The total number of allegations recorded in 2015 was 69, up from 52 allegations recorded last year. No Indians were among the peacekeepers accused of sexual abuse.
The increase from 2014 was largely due to the number of cases reported in United Nations Multidimensional Integrated Stabilization Mission in the Central African Republic (MINUSCA) at 22. MINUSCA was established in September 2014, and it reported no cases before 2015.
On the whole, 99 allegations of sexual exploitation and abuse were uncovered by the United Nations in 2015 across the organisation.
"I’m ashamed to call myself a peacekeeper on some of these days when I see cases like this," UN Under Secretary- General for Field Support Atul Khare told reporters here referring to the pregnancy of a 13-year-old girl as he presented the findings of the report.
"What we need to do is not detract from the good work which is done by hundreds of thousands of peacekeepers. We need to find these culprits who bring a bad name to peacekeeping, who actually create problems within the country in which they find themselves, and most importantly who destroy young innocent lives. And we need to punish them in a certain manner that nobody else in the future will ever think of doing that," he said.
India has strongly condemned the cases of sexual exploitation carried out by peacekeepers and stressed that it has a zero tolerance policy towards such conduct.
India has 7,798 peacekeepers in 10 UN missions across the world.
India’s Permanent Representative to the UN Ambassador Syed Akbaruddin had told a session of the United Nations Special Committee for Peacekeeping Operations last month that "my delegation is appalled by the recent cases of Sexual Exploitation and Abuse (SEA) which have surfaced in some of the UN Peacekeeping Operations."

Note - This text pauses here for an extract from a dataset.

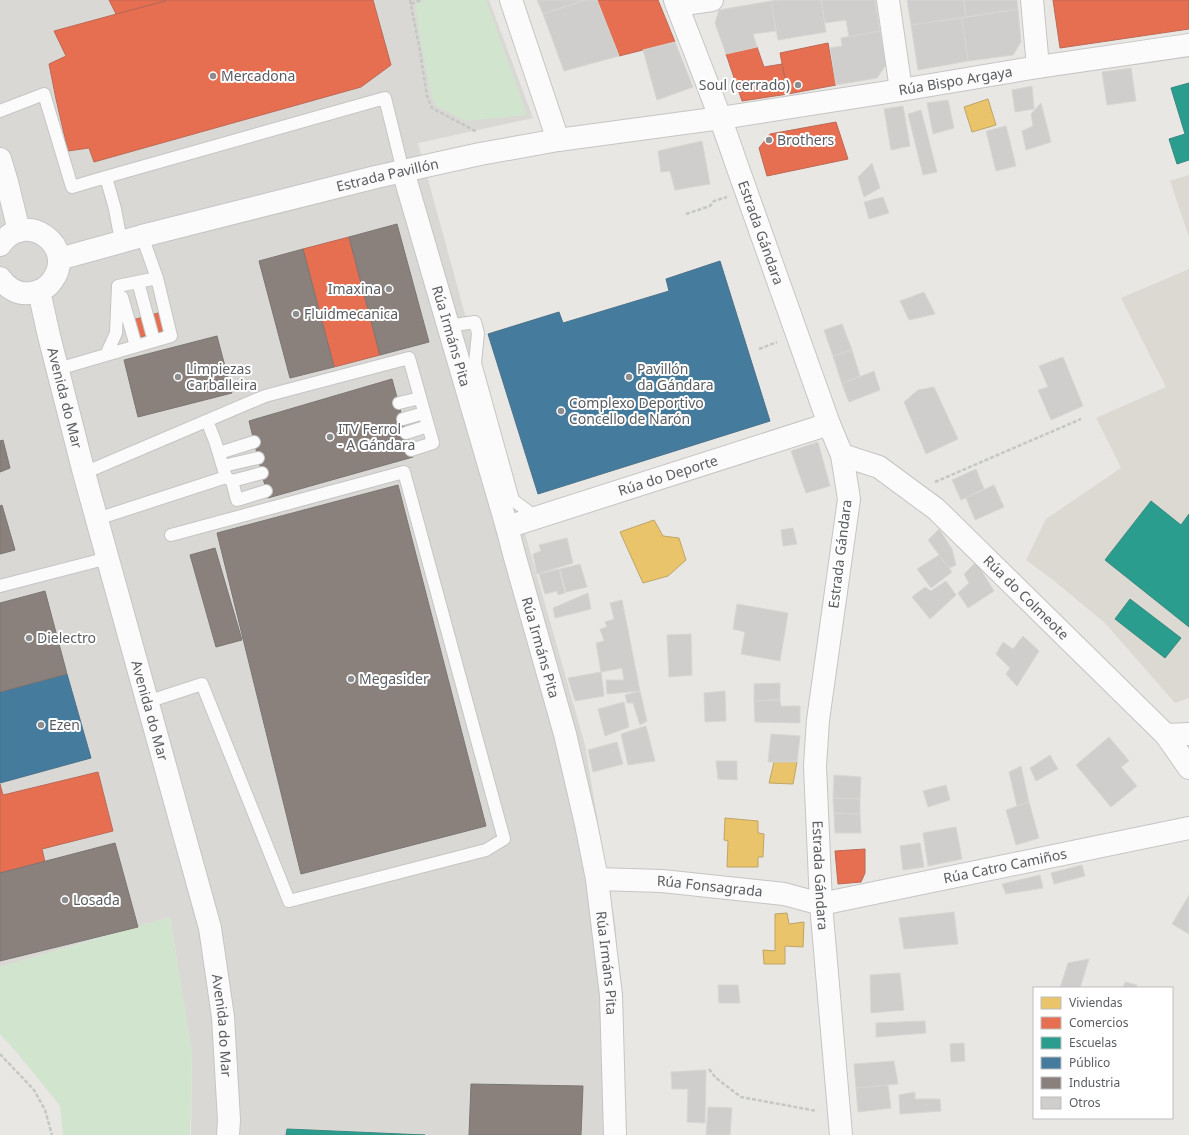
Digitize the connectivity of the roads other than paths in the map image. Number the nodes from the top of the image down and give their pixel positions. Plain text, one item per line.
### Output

"My delegation strongly condemns these unpardonable acts when the protector becomes the perpetrator. We have a zero tolerance policy on SEA cases and would like that there is zero tolerance on such issues across the UN too," he had said.
Last December, Secretary-General Ban Ki-moon had pledged to urgently review recommendations made by an independent panel which found that the UN did not act with the "speed, care or sensitivity required" when it uncovered information about crimes committed against children by soldiers — not under UN command – sent to the Central African Republic (CAR) to protect civilians.